The effect of chitin size, shape, source and purification method on immune recognition

Abstract

The animal immune response to chitin is not well understood and needs to be investigated further. However, this is a challenging topic to study because of the technical difficulties in purifying chitin, and because this material usually comes associated with contaminating components that can activate the immune system. In this study, improvements to previously described purification protocols were investigated for chitin obtained from different sources, including commercial shellfish, Candida albicans yeast and hyphal cell walls, as well as cell walls of the filamentous fungi Aspergillus fumigatus and Mucor circinelloides. The immune response to these different chitin preparations was tested using human peripheral blood mononuclear cells. In agreement with previous literature, small chitin particles of an average size of 0.2 µm were not immunogenic. On the other hand, bigger chitin particles induced in some cases a pro-inflammatory response.

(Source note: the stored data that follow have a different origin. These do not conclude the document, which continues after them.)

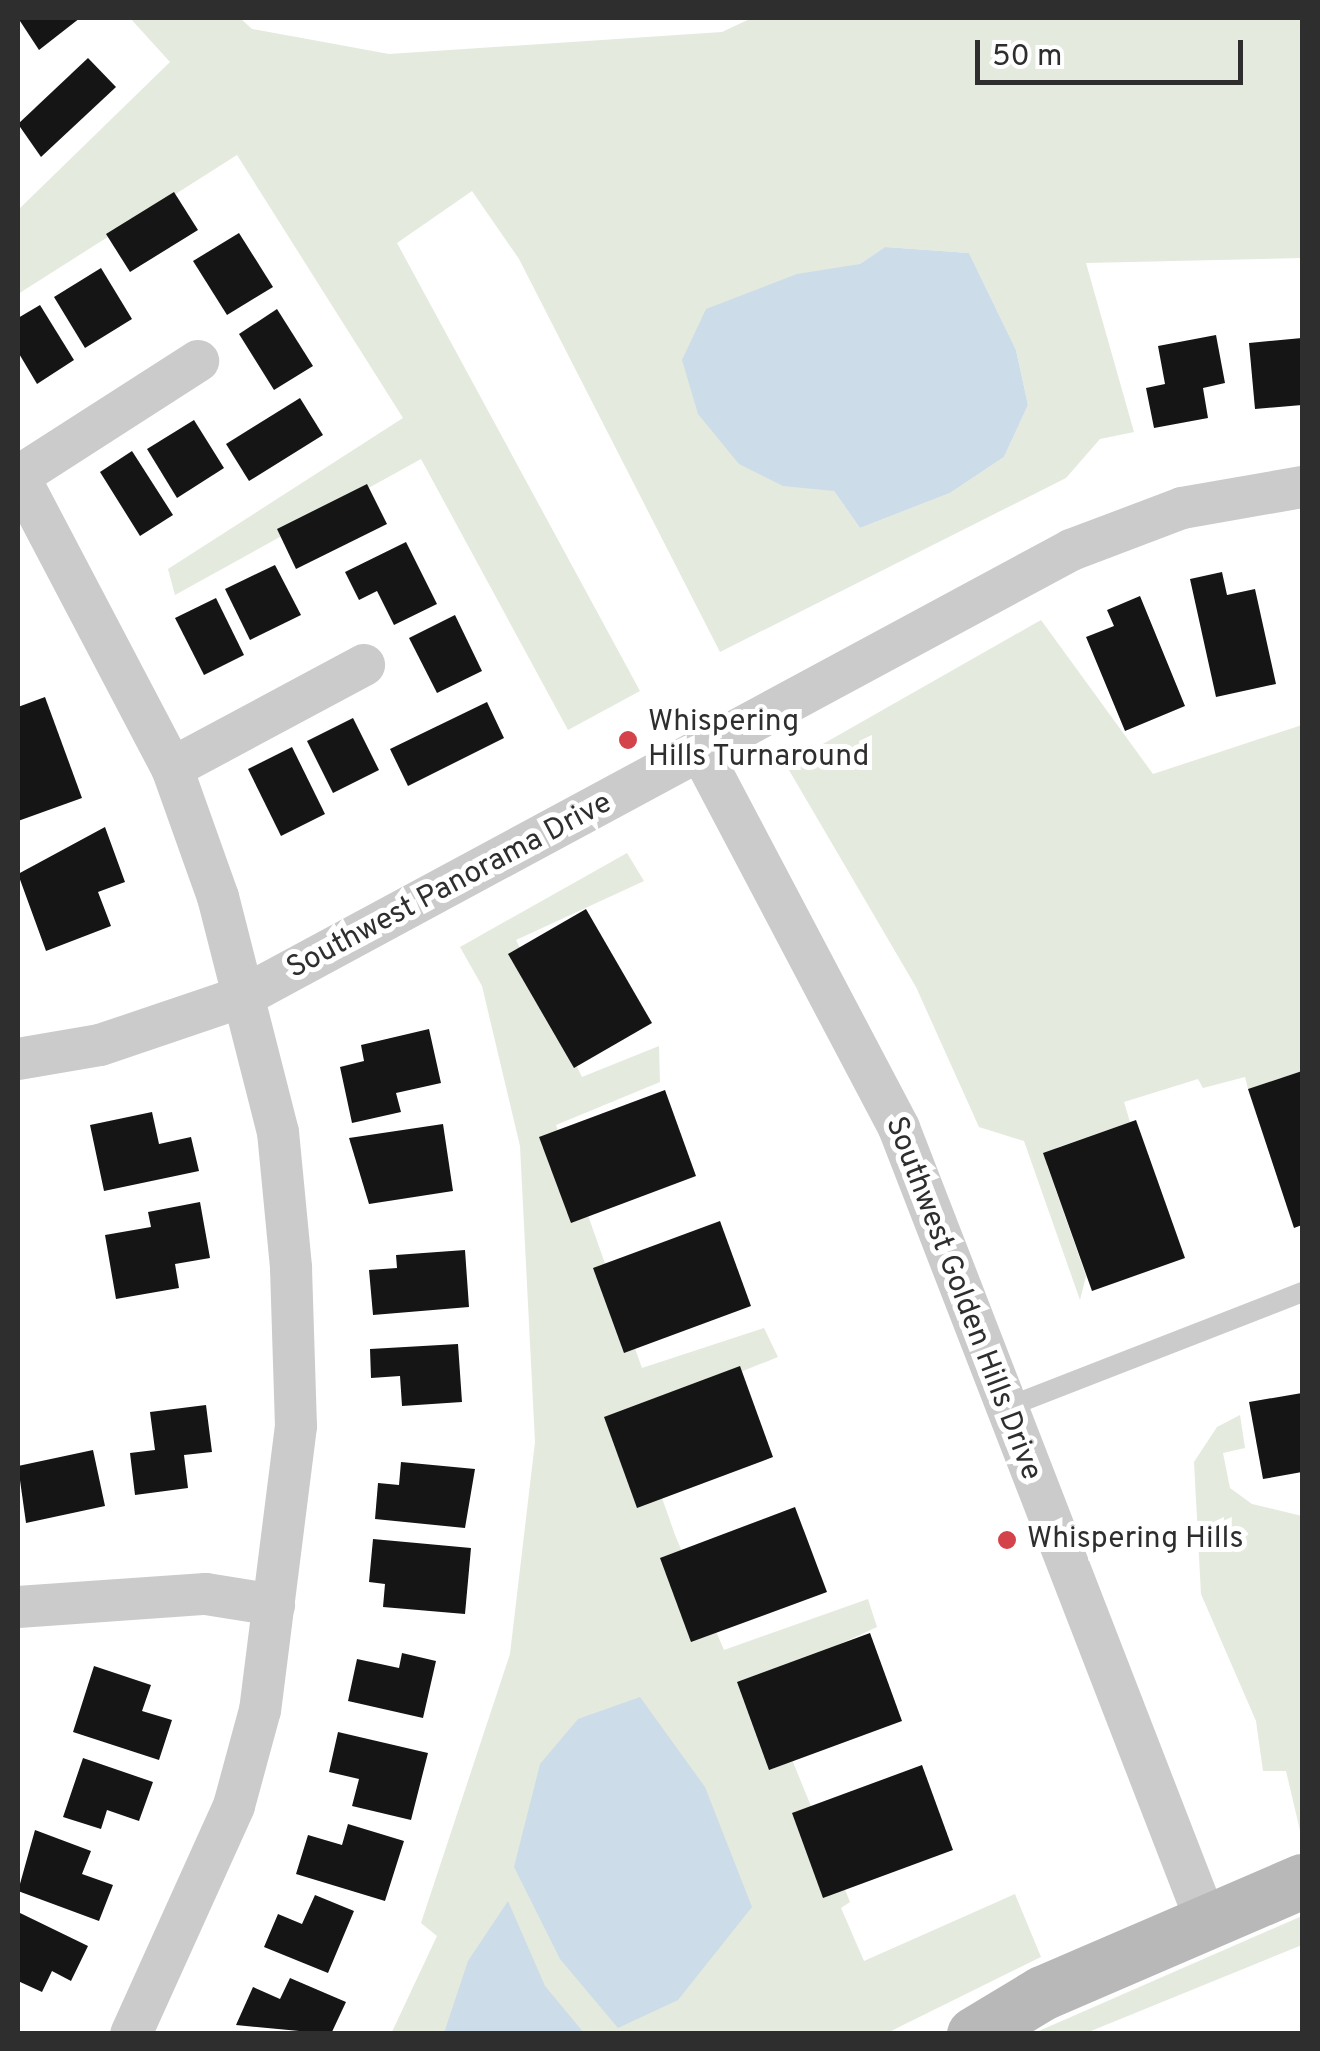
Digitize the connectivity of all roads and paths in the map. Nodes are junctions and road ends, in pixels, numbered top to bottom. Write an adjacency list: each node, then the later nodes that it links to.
1 (198, 361): 2 (street)
2 (18, 475): 6 (street)
3 (1302, 486): 5 (street, Southwest Panorama Drive)
4 (364, 665): 6 (street)
5 (702, 754): 7 (street, Southwest Panorama Drive); 10 (street, Southwest Golden Hills Drive)
6 (172, 768): 7 (street)
7 (242, 996): 8 (street, Southwest Panorama Drive); 11 (street)
8 (18, 1059)
9 (1302, 1292): 10 (lane)
10 (1005, 1408): 14 (street, Southwest Golden Hills Drive)
11 (274, 1605): 12 (street); 15 (street)
12 (18, 1607)
13 (1302, 1881): 14 (main road)
14 (1205, 1918): 16 (main road)
15 (131, 2034)
16 (974, 2034)

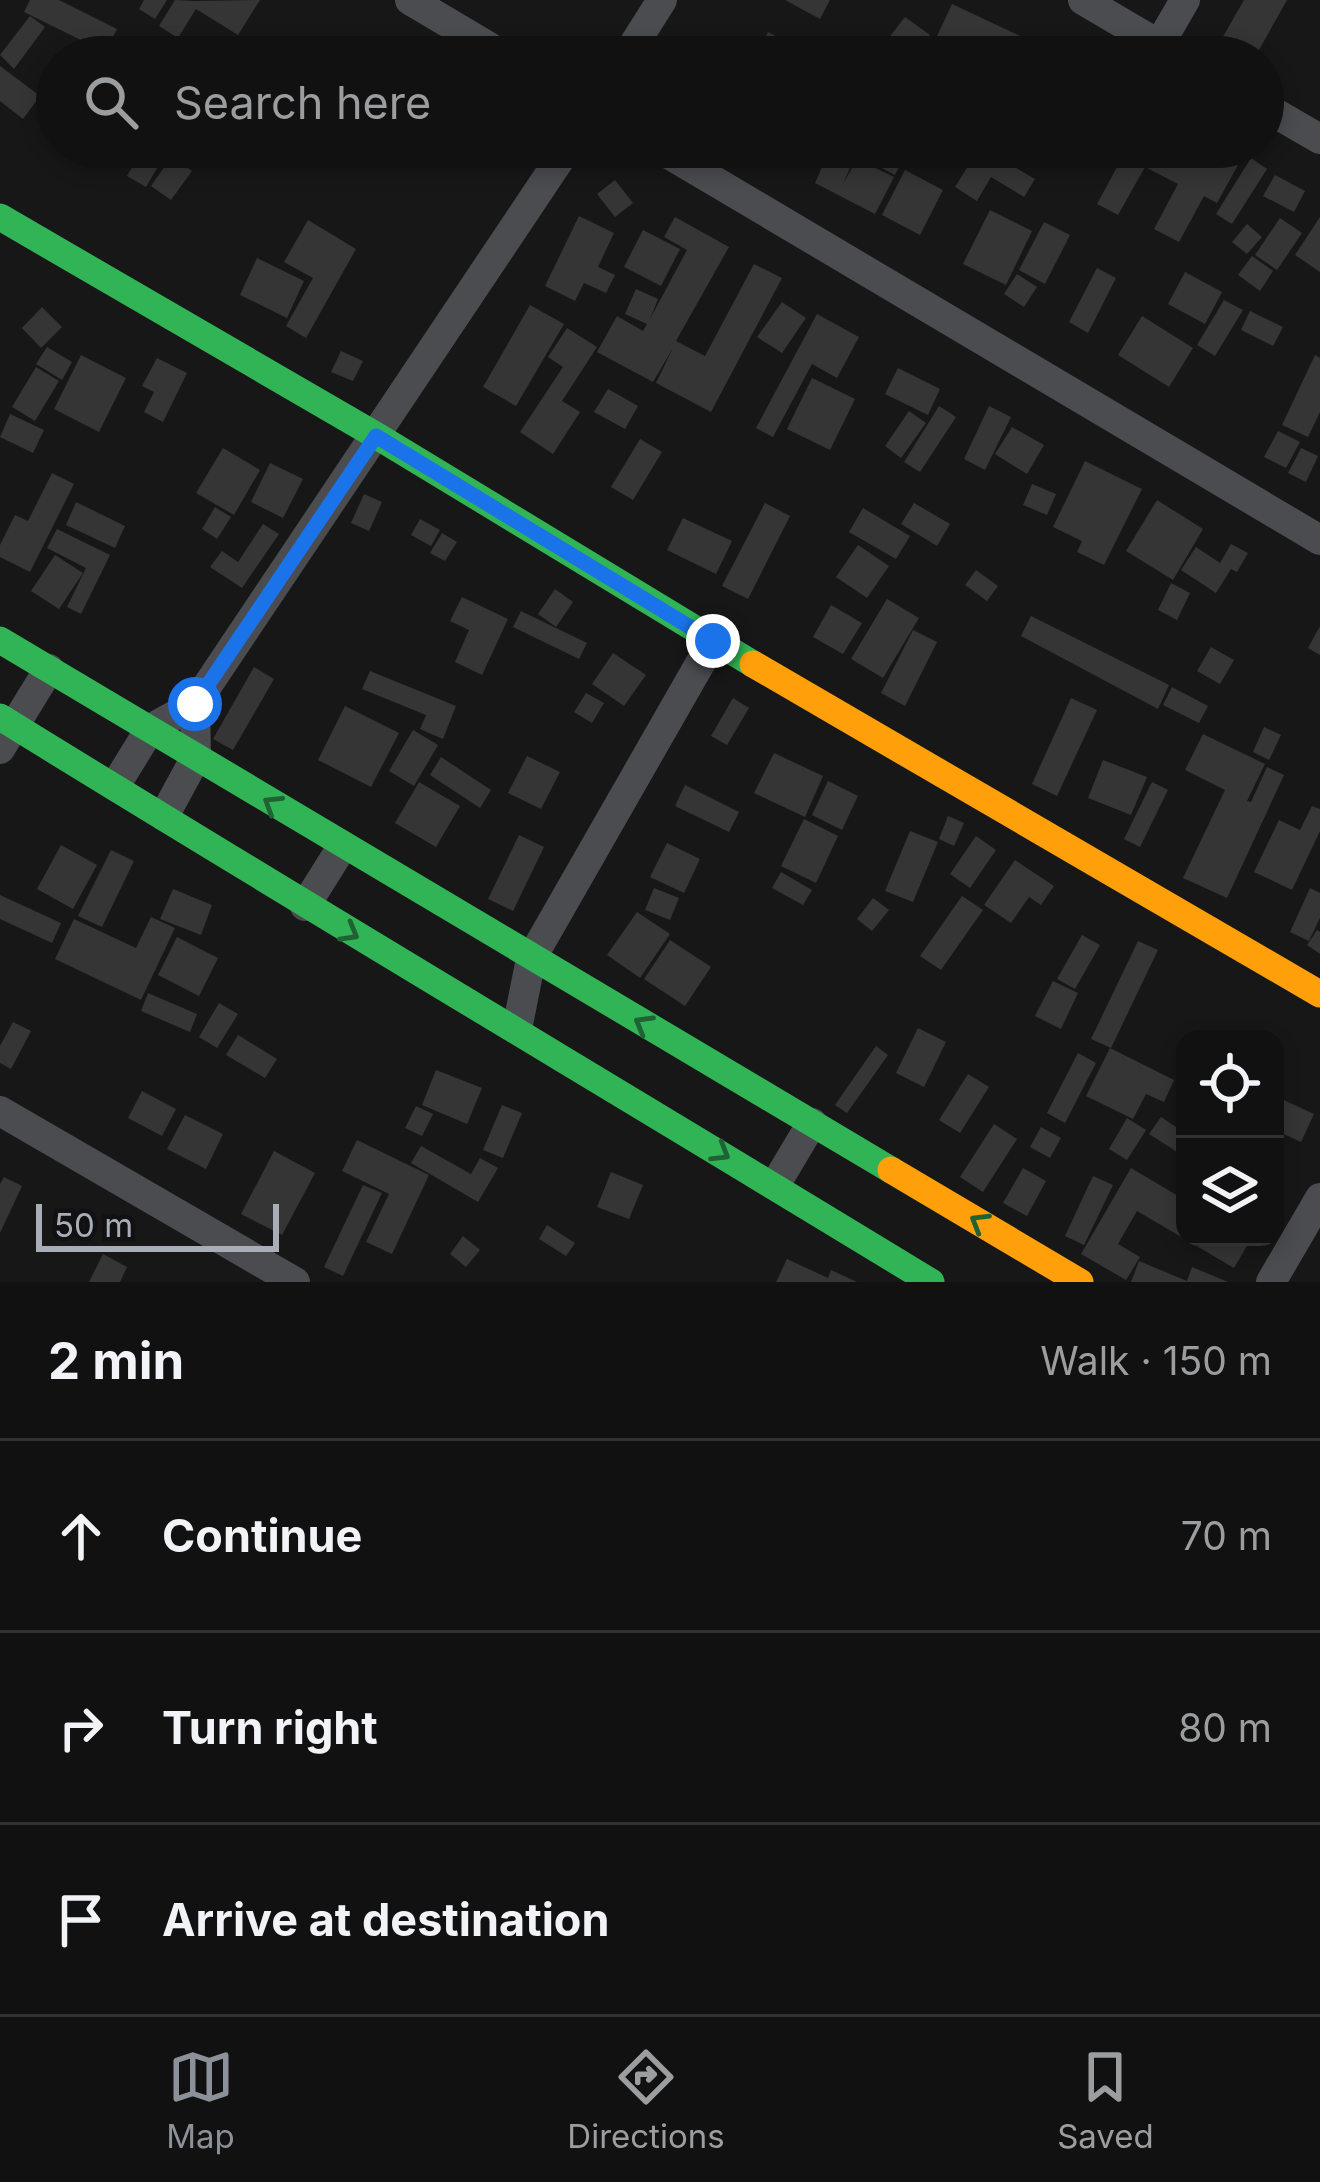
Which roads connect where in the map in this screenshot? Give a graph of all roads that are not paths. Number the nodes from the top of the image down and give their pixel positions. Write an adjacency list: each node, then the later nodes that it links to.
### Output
1 (410, 0): 5 (street)
2 (662, 0): 6 (street)
3 (1083, 0): 7 (street)
4 (1184, 0): 8 (street)
5 (471, 36)
6 (639, 36)
7 (1144, 36)
8 (1173, 36)
9 (1284, 119): 10 (street)
10 (1320, 140)
11 (554, 168): 14 (street)
12 (692, 168): 15 (street)
13 (0, 217): 14 (street)
14 (376, 436): 17 (street); 19 (street)
15 (1320, 540)
16 (0, 640): 18 (street)
17 (713, 641): 27 (street); 28 (street)
18 (49, 669): 20 (street); 21 (street)
19 (195, 704): 20 (street); 22 (street)
20 (150, 729): 22 (street); 23 (street)
21 (5, 730): 23 (street)
22 (196, 757): 24 (street); 25 (street, one-way to 22)
23 (115, 786): 24 (street)
24 (164, 816): 26 (street)
25 (342, 847): 26 (street); 27 (street)
26 (304, 906): 29 (street, one-way to 29)
27 (531, 958): 29 (street); 31 (street, one-way to 27)
28 (1320, 994)
29 (517, 1030): 32 (street, one-way to 32)
30 (0, 1111): 34 (street)
31 (812, 1123): 32 (street); 36 (street, one-way to 31)
32 (775, 1185): 35 (street)
33 (1320, 1198): 37 (street)
34 (295, 1282)
35 (931, 1282)
36 (1080, 1282)
37 (1270, 1282)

The results of this work suggest that not only the purity and size of the chitin particles, but also their shape can influence immune recognition.

Figure 1

Purity of commercial crab chitin before and after treatment under alkali and acid conditions. Analysis of (A) untreated commercial crab chitin or (B) the same chitin that was treated by boiling twice with 5% KOH and then three times in a mix of acetic acid and H₂O₂. Samples were then hydrolyzed with TFAA and then the carbohydrate content was analyzed by HPLC. GlcN indicates glucosamine that results from the deacetylation of the GlcNAc under the hydrolysis conditions. Glc indicates the presence of glucose from contaminating glucans, which were not completely eliminated by the chemical treatments.

Figure 2

Comparison of SSCs and 2 k particles obtained from commercial crab chitin. Microscopic analysis of (A) 2 k chitin viewed by phase contrast microscopy; and (B) super small chitin particles (SSCs) that were stained with CFW and viewed by fluorescence microscopy; (C) Flow Cytometry analysis of SSCs. Red and blue indicate the profiles of 0.2 and 2 µm standard beads, respectively; green indicates the profile of SSCs. Arrow in (A) points to a spike-shaped chitin particle. Bars, 10 µm.

Figure 3

Purification of chitin from C. albicans yeast phase cells. Images representative of the HPLC profiles of C. albicans extracts at different stages of the chitin purification process. (A) Untreated cell walls; (B) after 3 KOH boils; (C) after an additional boil in a 1:1 mix of acetic acid and 40% H₂O₂. Man, mannose (mannans); Glc, glucose (glucans); GlcN, glucosamine (chitin).

Figure 4

Comparison of SSCs and 2 k chitin particles from C. albicans yeast cells.Microscopic analysis of (A) 2 k chitin viewed by phase contrast microscopy; and (B) SSCs viewed by fluorescence microscopy after CFW staining; (C) Flow Cytometry analysis of SSCs. Red and blue indicate the profiles of 0.2 and 2 µm standard beads, respectively; green indicate the profile of SSCs. Bars, 10 µm.

Figure 5

Representative microscopy images of SSCs and 2 k chitin from hyphae of three different fungi. (A–C) 2 k fractions from C. albicans, A. fumigatus and M. circinelloides, respectively (phase contrast); (D–F) SSCs from the corresponding fungi were stained with CFW and then viewed by fluorescence microscopy. Bars, 10 µm.